Understanding the cycle time scatter plot chart

Learn how to read and understand a cycle time scatter plot.

What Is It?

The cycle time scatter plot chart helps visualize the cycle time of your completed work items.

Before we go any further, it is essential to define the term cycle time:

Cycle time: The amount of elapsed time between when a work item started and when a work item finished.

Part 1 – Anatomy of the Chart

The cycle time scatter plot is a 2-dimensional chart of an X and Y-axis.

The chart’s X-axis contains the period on which we want to plot our data points. The X-axis of a cycle time scatter plot always covers a period set in the past.

The chart’s Y-axis will show the cycle time of each plotted work item.

Visually, a cycle time scatter plot looks like this:

Our next step is to add completed work items to this chart. Let’s say we add a finished work item on March 5 with a cycle time of 12 days. In the image below, we can see how this point is represented in the chart.

It is also possible to have two completed work items on the same day. The image below shows that two work items were done on February 12. One item was completed in 4 days and the other in 9 days.

Finally, we get a full cycle time scatter plot chart when all of our completed work items are added to the chart.

Part 2 – Looking at a Completed Work Item

Using the cycle time scatter plot in Pacemkr, you can have more information on each data point by hovering your cursor above it, where a tooltip will appear.

Here is an example:

A completed work item tooltip has the following information:

  • Identification (in bold at the top): Contains the work item ID and a link to the work item page in your project.
  • Description: This is the description of the work item.
  • Start date: The date at which the work item started.
  • Done date: The date by which the work item was completed.
  • Cycle time: The number of days between the start and done dates + 1.
  • Columns: The number of days the work item spent in each workflow column.

Notice how we add a day to the cycle time calculation above. To understand why we do this, here is an example:

We started to work on an item on Monday, September 16, and completed it on Friday, September 20. If we subtract the dates 20 – 16, we get four days. But in reality, the work item might have started on Monday morning and was completed on Friday afternoon. This means we worked for 5 days on the item (Monday, Tuesday, Wednesday, Thursday, and Friday). We always add an extra day to the cycle time calculation to include the last day of work.

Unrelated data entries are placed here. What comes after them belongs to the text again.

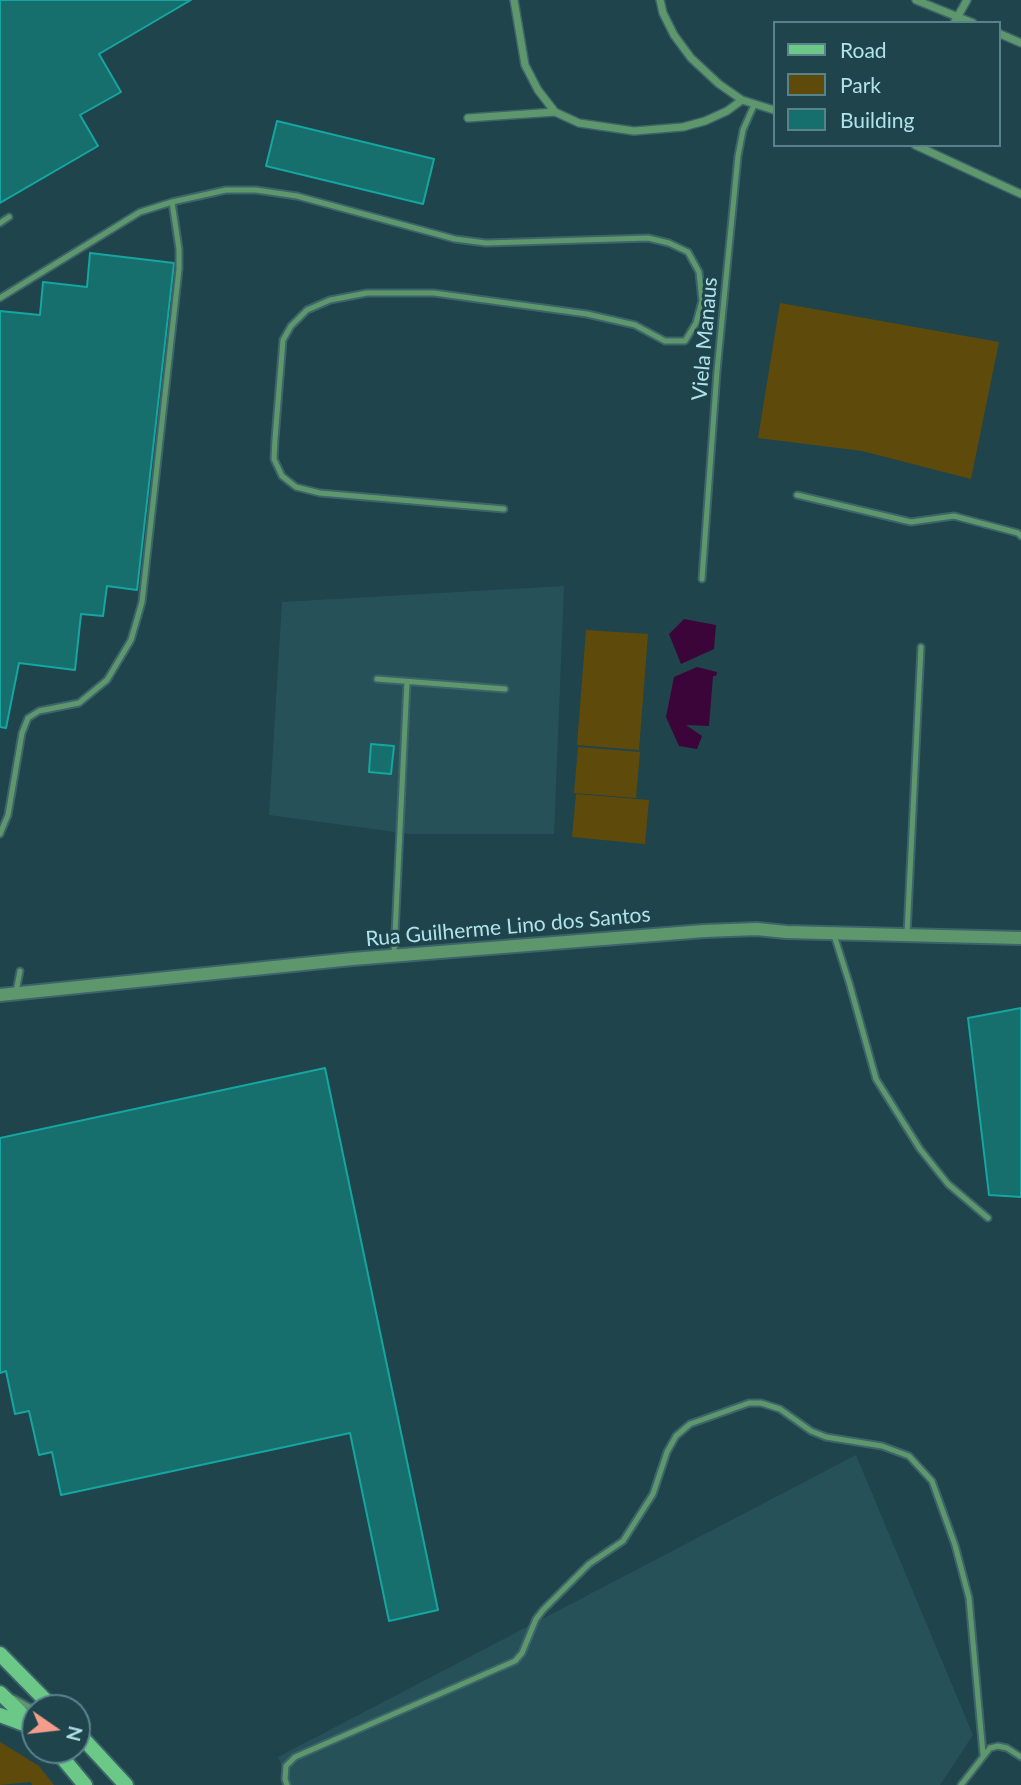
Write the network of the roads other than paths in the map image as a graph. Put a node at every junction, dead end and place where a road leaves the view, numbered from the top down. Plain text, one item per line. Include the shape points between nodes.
1 (514, 0) edge
2 (660, 0) edge
3 (916, 0) edge
4 (967, 0) edge
5 (956, 20) edge
6 (1000, 34) edge
7 (1021, 43) edge
8 (742, 100) junction
9 (754, 105) junction
10 (772, 110) edge
11 (555, 112) junction
12 (468, 118) dead end
13 (919, 147) edge
14 (1021, 194) edge
15 (172, 202) junction
16 (9, 217) dead end
17 (0, 223) edge
18 (0, 298) edge
19 (797, 495) dead end
20 (504, 509) dead end
21 (1021, 536) edge
22 (702, 579) dead end
23 (921, 647) dead end
24 (377, 679) dead end
25 (407, 682) junction
26 (505, 688) dead end
27 (0, 834) edge
28 (833, 932) junction
29 (907, 935) junction
30 (1021, 938) edge
31 (394, 955) junction
32 (20, 971) dead end
33 (16, 993) junction
34 (0, 995) edge
35 (988, 1218) dead end
36 (0, 1654) edge
37 (0, 1692) edge
38 (39, 1694) edge
39 (21, 1703) edge
40 (21, 1713) edge
41 (0, 1715) edge
42 (21, 1722) edge
43 (91, 1746) edge
44 (91, 1752) edge
45 (983, 1754) junction
46 (1021, 1757) edge
47 (104, 1759) junction
48 (68, 1764) edge
49 (85, 1785) edge
50 (126, 1785) edge
51 (287, 1785) edge
52 (961, 1785) edge

1 - 11 street via 525,65
2 - 8 street via 674,35 691,58
3 - 5 street
4 - 5 street
6 - 7 street
8 - 9 street
8 - 11 street via 705,121 659,130 604,128
9 - 10 street
9 - 22 lane, Viela Manaus via 738,156
11 - 12 street
13 - 14 street
15 - 18 lane via 140,212
15 - 20 lane via 226,190 256,190 341,207 455,239 527,243 648,238 688,252 699,272 702,301 685,341 665,341 635,325 587,314 434,293 367,293 330,300 307,310 291,326 283,340 275,439 274,459 282,476 296,487 320,493
15 - 27 lane via 179,269 142,602 131,640 107,680 79,703 39,711 28,718
16 - 17 lane
19 - 21 lane via 911,522 954,516
23 - 29 lane
24 - 25 lane
25 - 26 lane
25 - 31 lane
28 - 29 street, Rua Guilherme Lino dos Santos
28 - 31 street, Rua Guilherme Lino dos Santos via 704,931
28 - 35 lane via 876,1079 948,1184
29 - 30 street, Rua Guilherme Lino dos Santos
31 - 33 street, Rua Guilherme Lino dos Santos
32 - 33 lane
33 - 34 street, Rua Guilherme Lino dos Santos
36 - 38 main road
37 - 39 lane
37 - 40 main road
41 - 42 main road
43 - 47 main road
44 - 47 lane
45 - 46 lane via 998,1746
45 - 51 lane via 969,1598 956,1545 932,1481 909,1455 826,1437 780,1409 749,1403 690,1424 676,1436 653,1494 623,1541 589,1564 543,1610 514,1661 295,1757 286,1766
45 - 52 lane
47 - 50 main road
48 - 49 main road

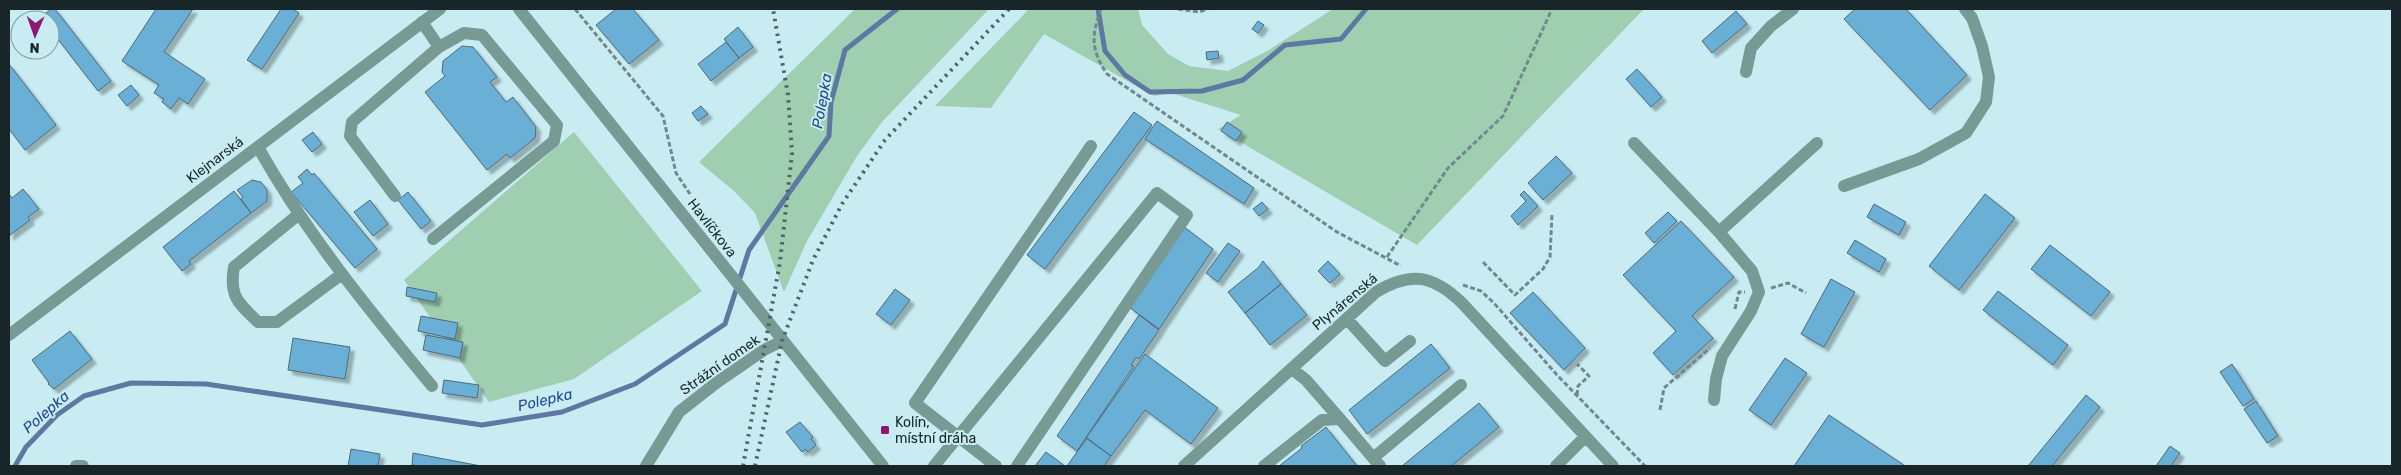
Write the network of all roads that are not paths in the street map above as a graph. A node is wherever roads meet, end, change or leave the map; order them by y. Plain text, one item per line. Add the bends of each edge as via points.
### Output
1 (440, 9) edge
2 (519, 9) edge
3 (1793, 9) edge
4 (1965, 9) edge
5 (422, 22) junction
6 (439, 47) junction
7 (1746, 72) dead end
8 (1634, 143) dead end
9 (1817, 144) dead end
10 (1091, 146) dead end
11 (258, 147) junction
12 (1844, 186) dead end
13 (395, 196) dead end
14 (300, 214) junction
15 (1719, 232) junction
16 (433, 239) dead end
17 (342, 274) junction
18 (1347, 319) junction
19 (9, 335) edge
20 (1410, 340) dead end
21 (782, 341) junction
22 (1292, 369) junction
23 (1461, 385) dead end
24 (432, 386) dead end
25 (1714, 400) dead end
26 (1340, 419) junction
27 (958, 437) junction
28 (1586, 437) junction
29 (1376, 462) edge
30 (76, 466) edge
31 (82, 466) edge
32 (646, 466) edge
33 (882, 466) edge
34 (934, 466) edge
35 (996, 466) edge
36 (1017, 466) edge
37 (1184, 466) edge
38 (1264, 466) edge
39 (1556, 466) edge
40 (1613, 466) edge

1 - 5 street, Klejnarská
2 - 21 street, Havlíčkova
3 - 7 street via 1771,26 1751,48
4 - 12 street via 1972,18 1982,46 1988,77 1986,102 1966,133 1919,159
5 - 6 street
5 - 11 street, Klejnarská
6 - 13 street via 352,122 350,136
6 - 16 street via 464,33 482,36 558,125 554,140
8 - 15 street
9 - 15 street
10 - 27 street via 915,403
11 - 14 street
11 - 19 street, Klejnarská
14 - 17 street
14 - 17 street via 234,267 232,283 239,304 258,322 277,322
15 - 25 street via 1752,271 1758,292 1751,311 1722,356
17 - 24 street
18 - 20 street via 1385,361
18 - 22 street, Plynárenská
18 - 28 street, Plynárenská via 1376,292 1391,283 1407,278 1436,282 1450,291
21 - 32 street, Strážní domek via 716,383 679,412
21 - 33 street, Havlíčkova
22 - 26 street via 1309,383
22 - 37 street, Plynárenská
23 - 29 street
26 - 29 street
26 - 38 street via 1322,420
27 - 34 street
27 - 35 street
27 - 36 street via 1157,193 1187,215
28 - 39 street
28 - 40 street, Plynárenská
30 - 31 street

The same is true if the work item is started and finished on the same day. For example, a work item was completed in one day (March 15). The math, 15 – 15, gives us a cycle time of 0 days. As this doesn’t reflect reality, we add an extra day to include the last production day of the work item.

Part 3 – Service Level Expectation

Let’s go back to our previous example with this cycle time scatter plot chart.

By plotting how long each completed work item took, we can now forecast how long future work items will take. This is achieved through the use of percentile lines.

Percentile: a number where a certain percentage of scores fall below that number.

We can draw those percentiles on the cycle time scatter plot above in the following way. We start by drawing another Y-axis on the right side of the chart. This new axis will be our Percentile axis.

We then draw the first line at the 50th percentile. This new line means that 50% of our completed work items are either under or on this line. See the example below where 50% of the work items were completed in 6 days or less.

If your team starts to work on a new work item today, and your customer asks you for the expected due date, you can look at this image and tell him:

Based on the historical data of the team, there’s a 50% chance your work item will be completed in 6 days or less.

While this answers your customer’s question, it also means that there’s a 50% chance the work item will be completed in more than six days, something the customer might be uncomfortable with.

We draw a new percentile line at the 75th percentile to increase our confidence level. We can now tell our customer there is a 75% chance of completing the work item in 9 days or less.

If your customer can accept this, you can use this percentile line as your forecasting.

But if you want an even more confident forecast, you can draw a third percentile line at the 85th percentile. At that line, there is an 85% chance that the work item will be completed in 12 days or less.

Pacemkr displays those percentile lines as shown in the image below.

As it can be difficult to read those values directly in the chart, Pacemkr puts them on top of the chart so you can’t miss them. This section is called the Service Level Expectation (SLE)

Part 4 – Some Things To Consider

In summary, the cycle time scatter plot chart and its percentile lines are a way to create a forecast for a single work item. In PaceMkr, a forecast is always a value with a probability of the event happening. This is summed up in the Service Level Expectation (SLE) section, where you have different forecasts based on your confidence level.

At the beginning of this article, the cycle time definition we gave talked about elapsed time. This definition means that the cycle time in PaceMkr includes weekends and statutory holidays. PaceMkr can’t exclude these days from its calculation. At first, this might be inconvenient, but users soon discover how excluding statutory holidays is difficult when you have people spread out in different time zones and countries. For simplicity, we advise keeping elapsed days.